Directions for this task: What is needed here is an exact copy of every entry.

START Dataset content

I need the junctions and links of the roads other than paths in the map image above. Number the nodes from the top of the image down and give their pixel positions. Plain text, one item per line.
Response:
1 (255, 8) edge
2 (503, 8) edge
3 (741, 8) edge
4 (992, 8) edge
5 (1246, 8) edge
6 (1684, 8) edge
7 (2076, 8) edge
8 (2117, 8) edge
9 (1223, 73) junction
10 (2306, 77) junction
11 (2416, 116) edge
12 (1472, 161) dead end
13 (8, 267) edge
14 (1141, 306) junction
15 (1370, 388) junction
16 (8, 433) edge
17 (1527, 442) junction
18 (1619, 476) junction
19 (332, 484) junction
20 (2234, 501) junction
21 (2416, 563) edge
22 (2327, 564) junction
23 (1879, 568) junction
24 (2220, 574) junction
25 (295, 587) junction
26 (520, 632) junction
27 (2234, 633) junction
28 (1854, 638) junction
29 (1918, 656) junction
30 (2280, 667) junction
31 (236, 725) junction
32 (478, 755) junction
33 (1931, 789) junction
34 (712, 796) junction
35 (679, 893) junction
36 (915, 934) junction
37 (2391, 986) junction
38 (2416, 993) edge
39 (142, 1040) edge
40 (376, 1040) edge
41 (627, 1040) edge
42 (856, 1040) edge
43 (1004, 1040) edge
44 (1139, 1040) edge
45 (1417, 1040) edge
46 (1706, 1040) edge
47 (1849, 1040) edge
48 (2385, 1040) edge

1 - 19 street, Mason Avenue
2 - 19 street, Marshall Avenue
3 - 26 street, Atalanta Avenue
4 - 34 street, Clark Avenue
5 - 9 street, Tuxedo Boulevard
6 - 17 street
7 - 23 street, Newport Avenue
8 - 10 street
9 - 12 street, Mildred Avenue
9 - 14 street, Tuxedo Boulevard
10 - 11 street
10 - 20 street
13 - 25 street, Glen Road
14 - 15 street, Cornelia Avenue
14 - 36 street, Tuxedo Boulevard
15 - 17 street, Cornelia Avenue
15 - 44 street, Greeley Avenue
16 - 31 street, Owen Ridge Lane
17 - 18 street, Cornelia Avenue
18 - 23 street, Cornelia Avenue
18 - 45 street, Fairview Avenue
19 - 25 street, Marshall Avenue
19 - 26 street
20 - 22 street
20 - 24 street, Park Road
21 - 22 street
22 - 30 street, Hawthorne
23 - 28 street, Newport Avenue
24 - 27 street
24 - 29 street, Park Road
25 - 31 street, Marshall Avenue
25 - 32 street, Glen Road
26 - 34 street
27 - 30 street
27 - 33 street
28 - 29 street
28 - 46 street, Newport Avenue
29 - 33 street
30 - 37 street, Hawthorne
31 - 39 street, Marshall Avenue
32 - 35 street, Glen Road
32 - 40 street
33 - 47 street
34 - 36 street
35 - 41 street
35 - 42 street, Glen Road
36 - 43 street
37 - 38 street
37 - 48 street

END Dataset content

Answer to this exercise:
I need the junctions and links of the roads other than paths in the map image above. Number the nodes from the top of the image down and give their pixel positions. Plain text, one item per line.
Response:
1 (255, 8) edge
2 (503, 8) edge
3 (741, 8) edge
4 (992, 8) edge
5 (1246, 8) edge
6 (1684, 8) edge
7 (2076, 8) edge
8 (2117, 8) edge
9 (1223, 73) junction
10 (2306, 77) junction
11 (2416, 116) edge
12 (1472, 161) dead end
13 (8, 267) edge
14 (1141, 306) junction
15 (1370, 388) junction
16 (8, 433) edge
17 (1527, 442) junction
18 (1619, 476) junction
19 (332, 484) junction
20 (2234, 501) junction
21 (2416, 563) edge
22 (2327, 564) junction
23 (1879, 568) junction
24 (2220, 574) junction
25 (295, 587) junction
26 (520, 632) junction
27 (2234, 633) junction
28 (1854, 638) junction
29 (1918, 656) junction
30 (2280, 667) junction
31 (236, 725) junction
32 (478, 755) junction
33 (1931, 789) junction
34 (712, 796) junction
35 (679, 893) junction
36 (915, 934) junction
37 (2391, 986) junction
38 (2416, 993) edge
39 (142, 1040) edge
40 (376, 1040) edge
41 (627, 1040) edge
42 (856, 1040) edge
43 (1004, 1040) edge
44 (1139, 1040) edge
45 (1417, 1040) edge
46 (1706, 1040) edge
47 (1849, 1040) edge
48 (2385, 1040) edge

1 - 19 street, Mason Avenue
2 - 19 street, Marshall Avenue
3 - 26 street, Atalanta Avenue
4 - 34 street, Clark Avenue
5 - 9 street, Tuxedo Boulevard
6 - 17 street
7 - 23 street, Newport Avenue
8 - 10 street
9 - 12 street, Mildred Avenue
9 - 14 street, Tuxedo Boulevard
10 - 11 street
10 - 20 street
13 - 25 street, Glen Road
14 - 15 street, Cornelia Avenue
14 - 36 street, Tuxedo Boulevard
15 - 17 street, Cornelia Avenue
15 - 44 street, Greeley Avenue
16 - 31 street, Owen Ridge Lane
17 - 18 street, Cornelia Avenue
18 - 23 street, Cornelia Avenue
18 - 45 street, Fairview Avenue
19 - 25 street, Marshall Avenue
19 - 26 street
20 - 22 street
20 - 24 street, Park Road
21 - 22 street
22 - 30 street, Hawthorne
23 - 28 street, Newport Avenue
24 - 27 street
24 - 29 street, Park Road
25 - 31 street, Marshall Avenue
25 - 32 street, Glen Road
26 - 34 street
27 - 30 street
27 - 33 street
28 - 29 street
28 - 46 street, Newport Avenue
29 - 33 street
30 - 37 street, Hawthorne
31 - 39 street, Marshall Avenue
32 - 35 street, Glen Road
32 - 40 street
33 - 47 street
34 - 36 street
35 - 41 street
35 - 42 street, Glen Road
36 - 43 street
37 - 38 street
37 - 48 street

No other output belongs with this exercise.